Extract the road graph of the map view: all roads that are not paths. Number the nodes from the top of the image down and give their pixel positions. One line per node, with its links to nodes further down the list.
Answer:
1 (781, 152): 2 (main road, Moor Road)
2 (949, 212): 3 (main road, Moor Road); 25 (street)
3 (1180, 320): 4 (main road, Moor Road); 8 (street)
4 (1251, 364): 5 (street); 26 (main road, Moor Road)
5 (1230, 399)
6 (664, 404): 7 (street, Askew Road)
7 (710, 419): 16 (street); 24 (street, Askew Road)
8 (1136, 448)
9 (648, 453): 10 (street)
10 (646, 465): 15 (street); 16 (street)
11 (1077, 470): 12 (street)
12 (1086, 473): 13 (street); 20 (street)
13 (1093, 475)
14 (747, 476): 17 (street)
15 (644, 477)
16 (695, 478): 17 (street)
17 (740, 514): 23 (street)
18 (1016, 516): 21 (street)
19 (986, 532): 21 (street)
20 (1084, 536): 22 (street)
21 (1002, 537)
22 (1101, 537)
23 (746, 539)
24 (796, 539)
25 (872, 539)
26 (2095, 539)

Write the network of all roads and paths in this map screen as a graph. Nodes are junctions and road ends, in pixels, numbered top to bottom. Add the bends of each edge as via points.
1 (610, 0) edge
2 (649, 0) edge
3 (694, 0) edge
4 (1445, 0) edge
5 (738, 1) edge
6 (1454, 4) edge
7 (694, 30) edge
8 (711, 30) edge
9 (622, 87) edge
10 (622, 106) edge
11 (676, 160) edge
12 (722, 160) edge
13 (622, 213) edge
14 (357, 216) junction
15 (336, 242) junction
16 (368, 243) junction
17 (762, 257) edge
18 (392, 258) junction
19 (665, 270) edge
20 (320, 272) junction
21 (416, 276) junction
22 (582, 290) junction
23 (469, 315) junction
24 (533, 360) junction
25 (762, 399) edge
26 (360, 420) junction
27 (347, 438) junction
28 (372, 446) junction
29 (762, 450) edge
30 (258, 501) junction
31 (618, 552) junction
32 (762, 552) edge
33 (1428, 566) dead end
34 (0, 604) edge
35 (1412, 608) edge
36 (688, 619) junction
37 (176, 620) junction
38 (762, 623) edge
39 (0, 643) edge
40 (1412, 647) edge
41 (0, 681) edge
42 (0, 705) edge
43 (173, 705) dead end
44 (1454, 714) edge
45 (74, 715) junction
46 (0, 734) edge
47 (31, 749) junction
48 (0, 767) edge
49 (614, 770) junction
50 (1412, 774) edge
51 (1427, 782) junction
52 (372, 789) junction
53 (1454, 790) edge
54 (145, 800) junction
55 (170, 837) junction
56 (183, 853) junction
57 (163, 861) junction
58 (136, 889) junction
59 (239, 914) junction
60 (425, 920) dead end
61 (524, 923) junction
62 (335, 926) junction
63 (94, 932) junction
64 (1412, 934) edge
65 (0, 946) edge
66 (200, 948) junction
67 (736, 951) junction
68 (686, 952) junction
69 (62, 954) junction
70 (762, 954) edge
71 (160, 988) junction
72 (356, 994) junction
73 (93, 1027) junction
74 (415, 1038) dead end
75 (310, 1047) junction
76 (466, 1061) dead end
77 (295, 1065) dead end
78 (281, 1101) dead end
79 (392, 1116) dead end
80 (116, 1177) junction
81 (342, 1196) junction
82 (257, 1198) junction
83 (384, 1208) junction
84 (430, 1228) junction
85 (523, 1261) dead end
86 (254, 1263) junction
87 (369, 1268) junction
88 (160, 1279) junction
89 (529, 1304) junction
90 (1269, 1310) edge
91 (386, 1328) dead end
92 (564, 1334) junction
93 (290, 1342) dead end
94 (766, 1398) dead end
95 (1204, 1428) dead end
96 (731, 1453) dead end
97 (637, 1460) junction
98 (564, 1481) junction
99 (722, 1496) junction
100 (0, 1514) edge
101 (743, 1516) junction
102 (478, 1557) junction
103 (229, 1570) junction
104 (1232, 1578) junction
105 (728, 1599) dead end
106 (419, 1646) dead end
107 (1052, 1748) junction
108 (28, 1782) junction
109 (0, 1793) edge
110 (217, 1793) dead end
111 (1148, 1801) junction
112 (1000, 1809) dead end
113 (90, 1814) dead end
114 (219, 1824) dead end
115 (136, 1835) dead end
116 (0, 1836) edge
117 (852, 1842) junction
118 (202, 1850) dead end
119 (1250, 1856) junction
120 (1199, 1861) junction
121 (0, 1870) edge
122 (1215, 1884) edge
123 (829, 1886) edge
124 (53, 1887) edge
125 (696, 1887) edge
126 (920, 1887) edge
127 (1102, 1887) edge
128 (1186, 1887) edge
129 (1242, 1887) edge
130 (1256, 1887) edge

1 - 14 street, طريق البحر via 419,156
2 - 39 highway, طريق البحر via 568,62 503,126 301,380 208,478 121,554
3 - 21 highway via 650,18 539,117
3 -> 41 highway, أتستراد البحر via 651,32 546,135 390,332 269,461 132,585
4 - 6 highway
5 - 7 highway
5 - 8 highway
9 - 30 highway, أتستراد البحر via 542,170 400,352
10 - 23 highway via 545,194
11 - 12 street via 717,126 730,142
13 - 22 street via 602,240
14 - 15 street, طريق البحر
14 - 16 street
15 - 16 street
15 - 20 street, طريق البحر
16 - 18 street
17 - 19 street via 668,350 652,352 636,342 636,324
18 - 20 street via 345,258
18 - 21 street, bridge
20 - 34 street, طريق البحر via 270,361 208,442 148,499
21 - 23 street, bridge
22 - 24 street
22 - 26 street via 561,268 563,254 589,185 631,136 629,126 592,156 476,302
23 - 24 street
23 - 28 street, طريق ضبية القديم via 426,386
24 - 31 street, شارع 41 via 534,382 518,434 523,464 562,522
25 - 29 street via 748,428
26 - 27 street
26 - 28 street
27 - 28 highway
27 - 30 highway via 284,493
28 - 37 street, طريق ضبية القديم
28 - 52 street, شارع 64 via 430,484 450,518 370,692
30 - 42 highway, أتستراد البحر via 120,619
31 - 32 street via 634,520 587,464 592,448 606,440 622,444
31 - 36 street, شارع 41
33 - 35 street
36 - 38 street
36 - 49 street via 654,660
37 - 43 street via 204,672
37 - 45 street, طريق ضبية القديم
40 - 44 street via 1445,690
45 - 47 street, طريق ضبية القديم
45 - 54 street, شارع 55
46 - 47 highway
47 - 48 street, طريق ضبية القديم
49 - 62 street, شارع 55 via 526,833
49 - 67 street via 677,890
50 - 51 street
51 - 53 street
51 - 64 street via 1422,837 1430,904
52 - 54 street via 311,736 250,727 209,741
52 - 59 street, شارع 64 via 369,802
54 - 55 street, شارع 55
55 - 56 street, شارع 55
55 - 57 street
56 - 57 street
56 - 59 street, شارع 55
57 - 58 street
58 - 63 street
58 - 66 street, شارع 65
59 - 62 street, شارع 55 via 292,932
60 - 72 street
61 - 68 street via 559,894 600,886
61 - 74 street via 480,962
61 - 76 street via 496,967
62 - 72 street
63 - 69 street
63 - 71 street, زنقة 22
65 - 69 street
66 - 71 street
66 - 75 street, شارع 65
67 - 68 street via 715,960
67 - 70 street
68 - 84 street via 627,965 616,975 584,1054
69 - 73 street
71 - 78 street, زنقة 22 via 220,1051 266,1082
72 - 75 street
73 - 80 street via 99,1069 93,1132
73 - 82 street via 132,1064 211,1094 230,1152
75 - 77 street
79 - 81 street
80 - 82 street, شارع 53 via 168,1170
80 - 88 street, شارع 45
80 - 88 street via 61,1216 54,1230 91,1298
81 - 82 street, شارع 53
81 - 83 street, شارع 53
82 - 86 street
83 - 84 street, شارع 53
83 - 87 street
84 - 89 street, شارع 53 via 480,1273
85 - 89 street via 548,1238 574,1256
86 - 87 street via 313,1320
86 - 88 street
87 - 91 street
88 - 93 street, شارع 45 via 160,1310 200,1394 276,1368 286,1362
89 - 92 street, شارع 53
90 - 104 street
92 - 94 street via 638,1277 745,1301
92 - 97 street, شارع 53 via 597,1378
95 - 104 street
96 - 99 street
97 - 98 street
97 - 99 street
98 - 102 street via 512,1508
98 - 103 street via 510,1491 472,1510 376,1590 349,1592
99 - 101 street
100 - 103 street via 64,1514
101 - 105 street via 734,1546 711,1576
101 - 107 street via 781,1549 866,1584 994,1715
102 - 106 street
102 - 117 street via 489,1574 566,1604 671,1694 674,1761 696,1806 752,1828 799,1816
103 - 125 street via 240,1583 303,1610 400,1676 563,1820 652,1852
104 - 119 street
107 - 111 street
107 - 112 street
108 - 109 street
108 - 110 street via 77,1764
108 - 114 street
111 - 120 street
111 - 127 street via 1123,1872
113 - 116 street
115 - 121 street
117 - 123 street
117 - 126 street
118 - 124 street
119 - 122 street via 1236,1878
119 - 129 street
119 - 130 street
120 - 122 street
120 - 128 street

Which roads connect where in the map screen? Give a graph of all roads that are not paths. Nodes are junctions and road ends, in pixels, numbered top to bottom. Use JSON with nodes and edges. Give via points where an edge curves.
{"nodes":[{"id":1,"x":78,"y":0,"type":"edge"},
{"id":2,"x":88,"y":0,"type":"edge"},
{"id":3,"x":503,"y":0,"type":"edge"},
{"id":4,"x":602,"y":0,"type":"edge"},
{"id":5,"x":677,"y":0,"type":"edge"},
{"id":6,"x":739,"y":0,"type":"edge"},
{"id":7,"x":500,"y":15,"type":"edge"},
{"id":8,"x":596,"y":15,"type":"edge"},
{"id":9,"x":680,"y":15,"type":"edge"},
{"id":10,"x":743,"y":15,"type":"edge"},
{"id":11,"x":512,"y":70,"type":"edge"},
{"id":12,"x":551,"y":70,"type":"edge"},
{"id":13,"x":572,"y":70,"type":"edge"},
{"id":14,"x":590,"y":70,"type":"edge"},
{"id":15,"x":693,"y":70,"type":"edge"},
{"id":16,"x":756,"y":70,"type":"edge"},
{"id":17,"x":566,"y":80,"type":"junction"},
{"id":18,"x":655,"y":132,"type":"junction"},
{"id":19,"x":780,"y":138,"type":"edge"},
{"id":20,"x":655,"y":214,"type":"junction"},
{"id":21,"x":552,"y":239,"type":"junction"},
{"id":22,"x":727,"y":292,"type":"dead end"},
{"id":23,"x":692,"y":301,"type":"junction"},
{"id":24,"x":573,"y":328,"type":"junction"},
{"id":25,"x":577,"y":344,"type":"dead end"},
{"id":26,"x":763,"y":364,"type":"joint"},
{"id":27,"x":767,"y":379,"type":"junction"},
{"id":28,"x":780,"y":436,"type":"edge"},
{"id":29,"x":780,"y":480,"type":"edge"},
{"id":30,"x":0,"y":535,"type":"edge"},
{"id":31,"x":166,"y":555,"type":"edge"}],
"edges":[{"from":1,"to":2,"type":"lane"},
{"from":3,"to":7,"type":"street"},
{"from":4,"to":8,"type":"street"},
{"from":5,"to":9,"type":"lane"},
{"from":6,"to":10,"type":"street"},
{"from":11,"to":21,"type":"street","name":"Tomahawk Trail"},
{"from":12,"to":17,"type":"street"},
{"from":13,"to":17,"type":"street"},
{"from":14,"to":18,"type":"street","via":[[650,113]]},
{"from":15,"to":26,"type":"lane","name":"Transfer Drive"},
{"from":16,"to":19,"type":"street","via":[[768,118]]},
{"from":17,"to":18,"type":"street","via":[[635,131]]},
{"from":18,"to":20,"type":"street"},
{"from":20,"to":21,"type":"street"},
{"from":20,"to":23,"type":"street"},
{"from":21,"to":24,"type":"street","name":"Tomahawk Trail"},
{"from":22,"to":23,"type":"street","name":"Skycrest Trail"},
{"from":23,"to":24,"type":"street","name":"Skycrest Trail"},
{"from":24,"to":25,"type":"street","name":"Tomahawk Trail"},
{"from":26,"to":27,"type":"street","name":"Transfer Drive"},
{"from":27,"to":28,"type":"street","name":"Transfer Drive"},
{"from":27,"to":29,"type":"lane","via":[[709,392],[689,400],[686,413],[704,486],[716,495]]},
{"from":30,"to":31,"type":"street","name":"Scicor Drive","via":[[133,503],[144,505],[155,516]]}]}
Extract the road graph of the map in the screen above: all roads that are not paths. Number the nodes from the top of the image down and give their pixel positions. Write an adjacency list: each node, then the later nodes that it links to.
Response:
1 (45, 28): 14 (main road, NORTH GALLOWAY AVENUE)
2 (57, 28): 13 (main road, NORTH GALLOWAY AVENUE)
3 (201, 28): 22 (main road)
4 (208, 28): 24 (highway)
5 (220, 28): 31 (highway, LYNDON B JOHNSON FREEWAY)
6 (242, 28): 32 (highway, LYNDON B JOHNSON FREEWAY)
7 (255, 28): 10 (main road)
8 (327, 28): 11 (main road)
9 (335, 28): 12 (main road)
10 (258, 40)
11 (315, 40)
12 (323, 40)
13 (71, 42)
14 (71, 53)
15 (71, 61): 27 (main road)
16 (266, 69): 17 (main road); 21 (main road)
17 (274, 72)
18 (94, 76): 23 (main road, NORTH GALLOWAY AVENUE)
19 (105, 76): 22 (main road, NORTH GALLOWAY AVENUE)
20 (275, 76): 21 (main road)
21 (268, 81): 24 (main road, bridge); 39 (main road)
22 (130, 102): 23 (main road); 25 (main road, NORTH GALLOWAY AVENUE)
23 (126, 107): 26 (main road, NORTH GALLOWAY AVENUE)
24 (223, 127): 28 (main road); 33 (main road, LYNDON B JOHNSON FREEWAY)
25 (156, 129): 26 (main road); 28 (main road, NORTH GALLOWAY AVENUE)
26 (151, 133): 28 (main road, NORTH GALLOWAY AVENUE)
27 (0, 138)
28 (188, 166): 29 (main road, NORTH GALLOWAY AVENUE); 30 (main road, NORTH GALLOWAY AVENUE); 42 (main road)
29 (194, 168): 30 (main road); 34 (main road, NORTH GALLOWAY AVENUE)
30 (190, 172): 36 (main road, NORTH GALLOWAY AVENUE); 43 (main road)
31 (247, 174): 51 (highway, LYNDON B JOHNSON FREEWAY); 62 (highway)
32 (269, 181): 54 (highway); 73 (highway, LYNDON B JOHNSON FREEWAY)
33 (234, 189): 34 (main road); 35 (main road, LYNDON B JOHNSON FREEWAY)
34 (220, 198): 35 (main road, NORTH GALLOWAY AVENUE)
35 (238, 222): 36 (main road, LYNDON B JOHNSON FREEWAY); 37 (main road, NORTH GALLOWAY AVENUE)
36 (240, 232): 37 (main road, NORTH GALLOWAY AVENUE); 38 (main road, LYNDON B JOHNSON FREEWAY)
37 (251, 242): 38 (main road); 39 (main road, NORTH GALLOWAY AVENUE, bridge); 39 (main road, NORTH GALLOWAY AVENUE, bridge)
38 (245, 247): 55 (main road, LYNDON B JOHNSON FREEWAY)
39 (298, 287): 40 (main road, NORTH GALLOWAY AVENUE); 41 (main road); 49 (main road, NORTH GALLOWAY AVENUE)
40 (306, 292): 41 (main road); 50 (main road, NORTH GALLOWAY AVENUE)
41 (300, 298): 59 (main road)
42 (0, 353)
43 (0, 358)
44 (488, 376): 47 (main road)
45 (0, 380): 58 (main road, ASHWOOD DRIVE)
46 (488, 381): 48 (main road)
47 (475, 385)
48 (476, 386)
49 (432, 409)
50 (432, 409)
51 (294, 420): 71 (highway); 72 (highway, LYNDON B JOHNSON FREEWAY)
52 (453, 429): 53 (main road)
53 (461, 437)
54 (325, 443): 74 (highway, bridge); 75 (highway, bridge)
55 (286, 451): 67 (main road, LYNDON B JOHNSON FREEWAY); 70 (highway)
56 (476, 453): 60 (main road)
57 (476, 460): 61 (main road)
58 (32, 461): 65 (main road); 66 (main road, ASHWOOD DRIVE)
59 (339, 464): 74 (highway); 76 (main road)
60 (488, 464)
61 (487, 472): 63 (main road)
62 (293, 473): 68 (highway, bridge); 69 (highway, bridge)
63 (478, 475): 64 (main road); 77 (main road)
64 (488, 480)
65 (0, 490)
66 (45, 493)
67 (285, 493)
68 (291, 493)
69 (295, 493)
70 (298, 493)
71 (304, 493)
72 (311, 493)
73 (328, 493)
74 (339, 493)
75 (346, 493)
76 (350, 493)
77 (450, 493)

- - - - -

== EXERCISE BRIEF ==
Look through the material above. Copy each line where the word "ASHWOOD" appears.

== RESULT ==
45 (0, 380): 58 (main road, ASHWOOD DRIVE)
58 (32, 461): 65 (main road); 66 (main road, ASHWOOD DRIVE)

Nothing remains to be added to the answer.